LluĂs Batlle
2005-Jul-06 08:57 UTC
About routing, nat, the FORWARD chain, and a bit of Julian''s patches
Hi! I''m still trying to solve the problem, about which I already posted in these lists... I''ve been trying to understand where packet routing and NAT is being done. The schemes are quite clear, when it''s about the _first_ packet of a NAT connection (when it enters the NAT table). But it isn''t that clear about the packets NAT''ed by the connection tracker. Concretely about tcp connections, I''ve noticed that: 1. _no_ packet matches any chain of the ''nat'' table, unless it''s a SYN tcp packet (start of connection). For the rest of the packets, they don''t match any chain of the ''nat'' table. 2. The routing is done _before_ applying the rules of the FORWARD chain. So, logging NAT connections (already made), shows that the packets already have an output device.
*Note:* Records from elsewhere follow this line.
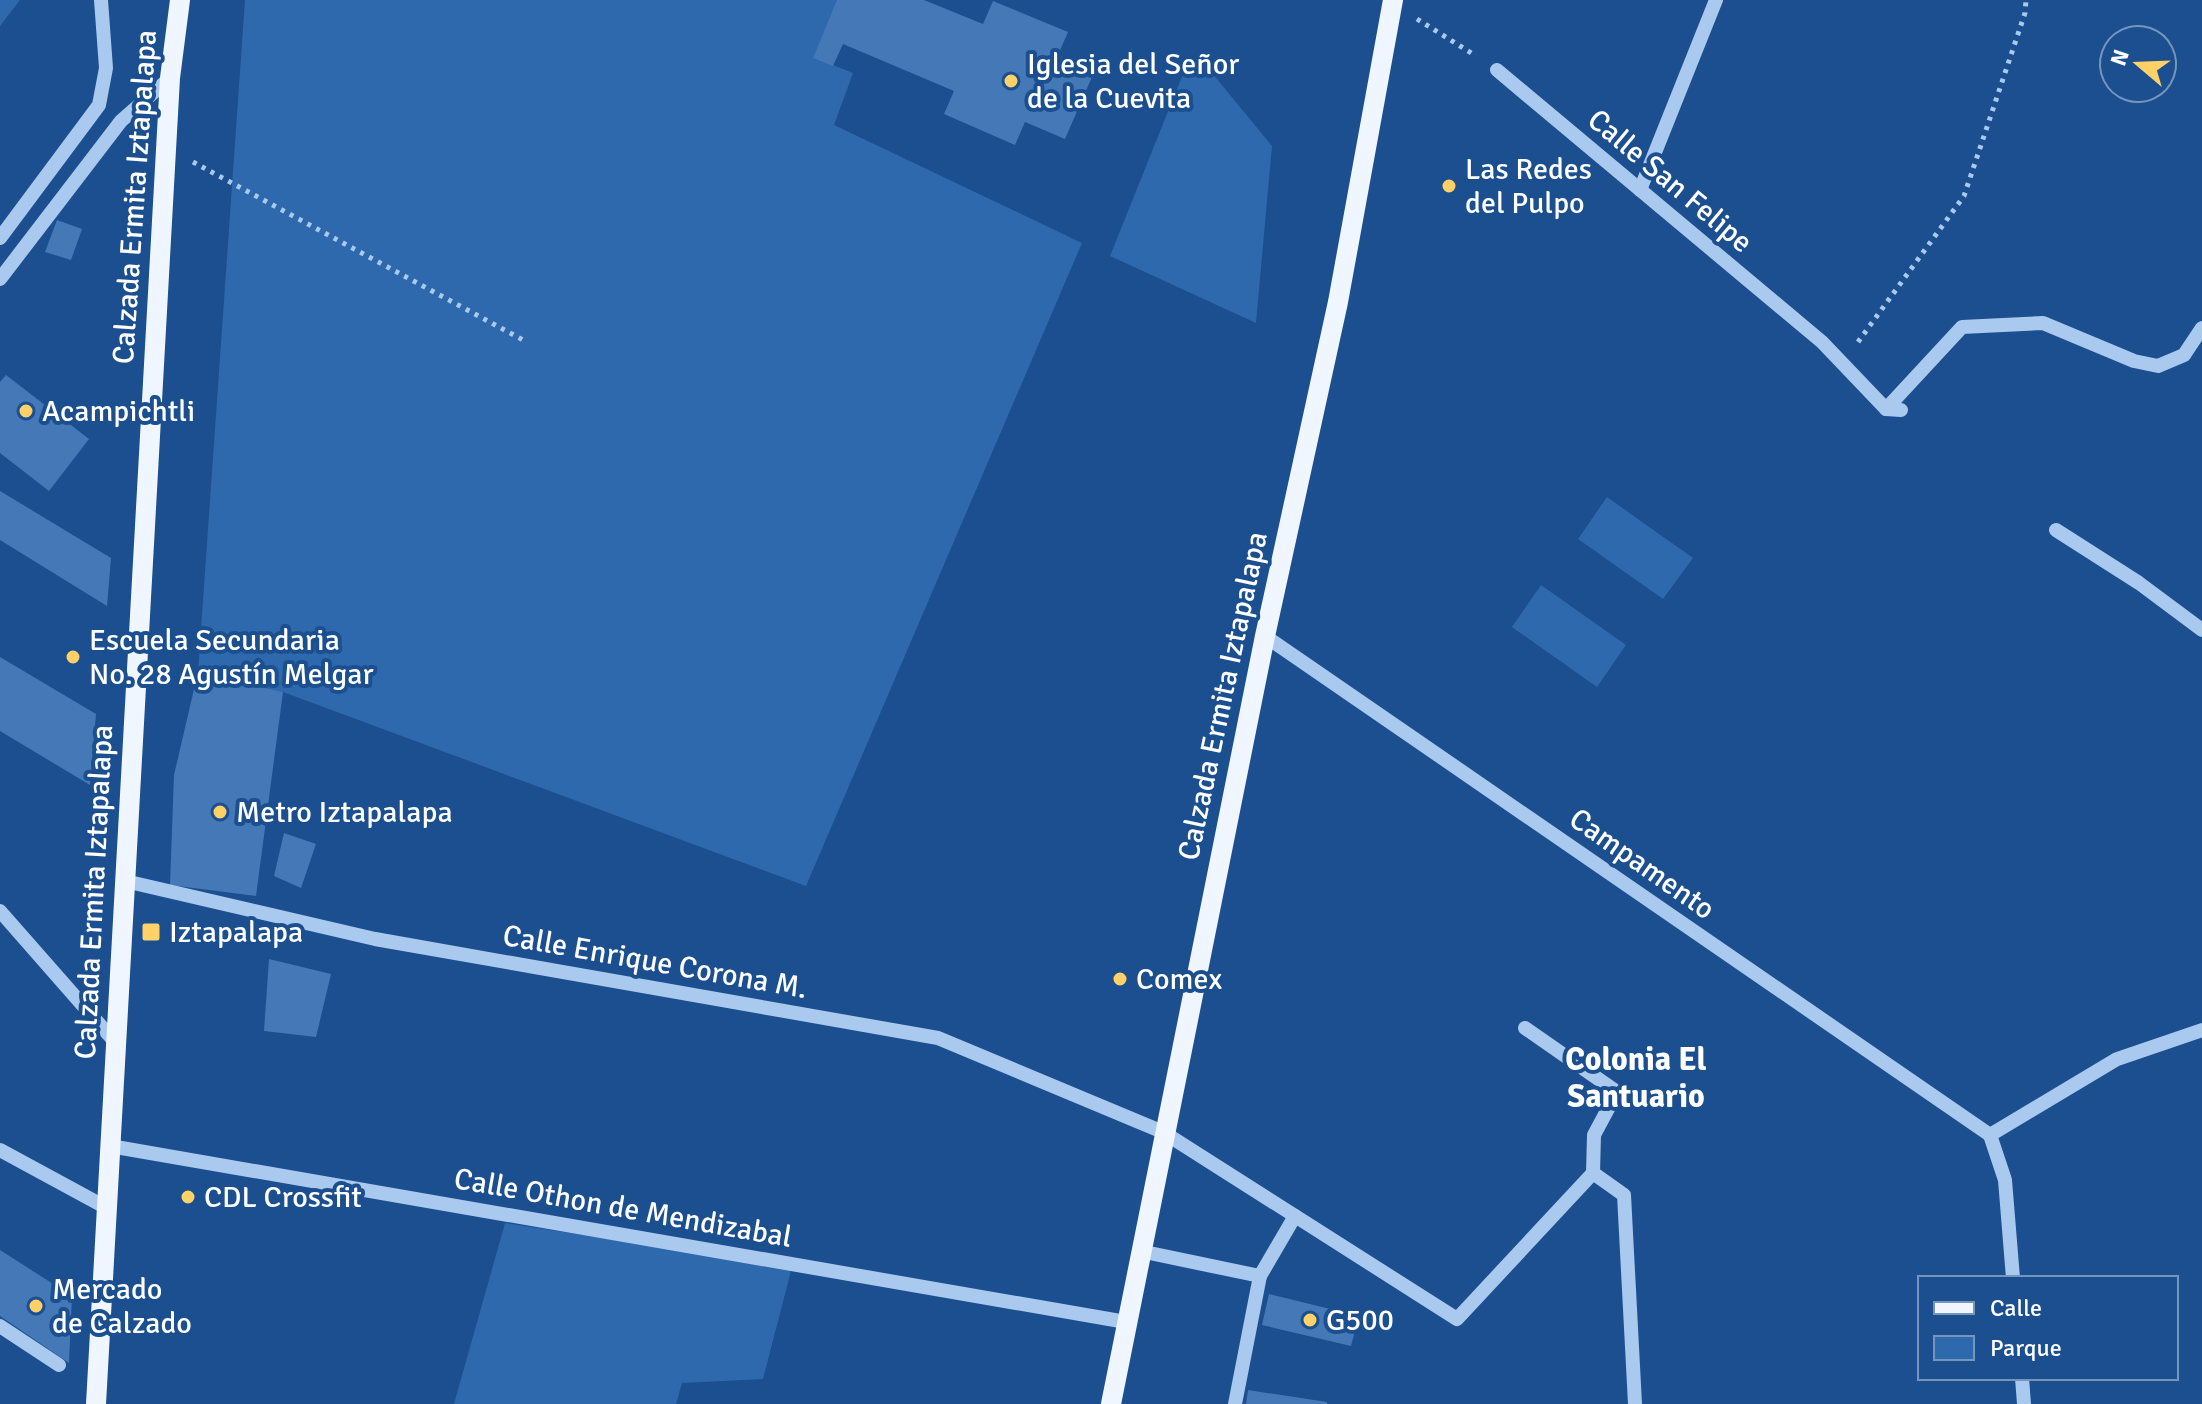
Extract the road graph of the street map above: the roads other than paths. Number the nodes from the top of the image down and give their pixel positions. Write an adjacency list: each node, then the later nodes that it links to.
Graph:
1 (101, 0): 8 (street)
2 (180, 0): 6 (main road, Calzada Ermita Iztapalapa)
3 (1716, 0): 7 (street)
4 (1393, 2): 13 (main road, Calzada Ermita Iztapalapa)
5 (1497, 70): 7 (street, Calle San Felipe)
6 (170, 78): 9 (street); 14 (main road, Calzada Ermita Iztapalapa)
7 (1640, 190): 10 (street, Calle San Felipe)
8 (0, 238)
9 (0, 279)
10 (2202, 328)
11 (2056, 530): 12 (street)
12 (2202, 630)
13 (1265, 636): 19 (main road, Calzada Ermita Iztapalapa); 20 (street, Campamento)
14 (125, 881): 18 (main road, Calzada Ermita Iztapalapa); 19 (street, Calle Enrique Corona M.)
15 (0, 911): 18 (street)
16 (1525, 1028): 23 (street)
17 (2202, 1030): 20 (street)
18 (115, 1042): 21 (main road, Calzada Ermita Iztapalapa)
19 (1163, 1132): 25 (street, Calle Enrique Corona M.); 26 (main road, Calzada Ermita Iztapalapa)
20 (1990, 1135): 28 (street)
21 (110, 1146): 24 (main road, Calzada Ermita Iztapalapa); 29 (street, Calle Othon de Mendizabal)
22 (0, 1150): 24 (street)
23 (1593, 1173): 25 (street, Calle Enrique Corona M.); 36 (street)
24 (107, 1208): 33 (main road, Calzada Ermita Iztapalapa)
25 (1295, 1216): 27 (street)
26 (1140, 1251): 27 (street); 29 (main road, Calzada Ermita Iztapalapa)
27 (1260, 1276): 35 (street)
28 (2013, 1276)
29 (1126, 1322): 34 (main road, Calzada Ermita Iztapalapa)
30 (0, 1326): 31 (street)
31 (59, 1365)
32 (2022, 1380): 37 (street)
33 (96, 1404)
34 (1111, 1404)
35 (1235, 1404)
36 (1635, 1404)
37 (2024, 1404)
Example: "iptables -A FORWARD -j LOG -o eth2", with example result: Jul 6 10:18:29 thecrow IN=eth0 OUT=eth2 SRC=192.168.4.20 DST=62.57.136.215 LEN=52 TOS=0x00 PREC=0x00 TTL=63 ID=46487 DF PROTO=TCP SPT=33967 DPT=80 WINDOW=63712 RES=0x00 ACK URGP=0 3. The NAT applied by the connection tracker (not by ''nat'' table) is done _after_ the FORWARD chain of the filter table. I SNAT all starting connections packets (table nat, chain POSTROUTING) to 192.168.16.1/24 or 192.168.17.1/24, and you may see in the last example that the source address still is that of the LAN (192.168.4.4/20). 4. I can say the same as in the third point about the chain FORWARD of the ''mangle'' table. So.... I don''t know how people do "multihop routing + NAT" without Julian''s patches. It''s obvious that: 1. The connection tracker doesn''t keep information about the devices involved in the connection. 2. The routing policy database is asked BEFORE the FORWARD or POSTROUTING chains. In fact, that''s why the ''nat''/POSTROUTING chains know to which IP change the source address (that is, according to the selected output device by, for instance, the ''equalize'' of a multihop route). May someone clarify, how people do that kind of multihop routing + NAT without any patch? I''ve read that some people does that. IMO, those configurations don''t work fine. Can someone suggest any patch, in order to get routing _after_ the connection tracking NAT is made? Am I wrong in something? Thanks in advance!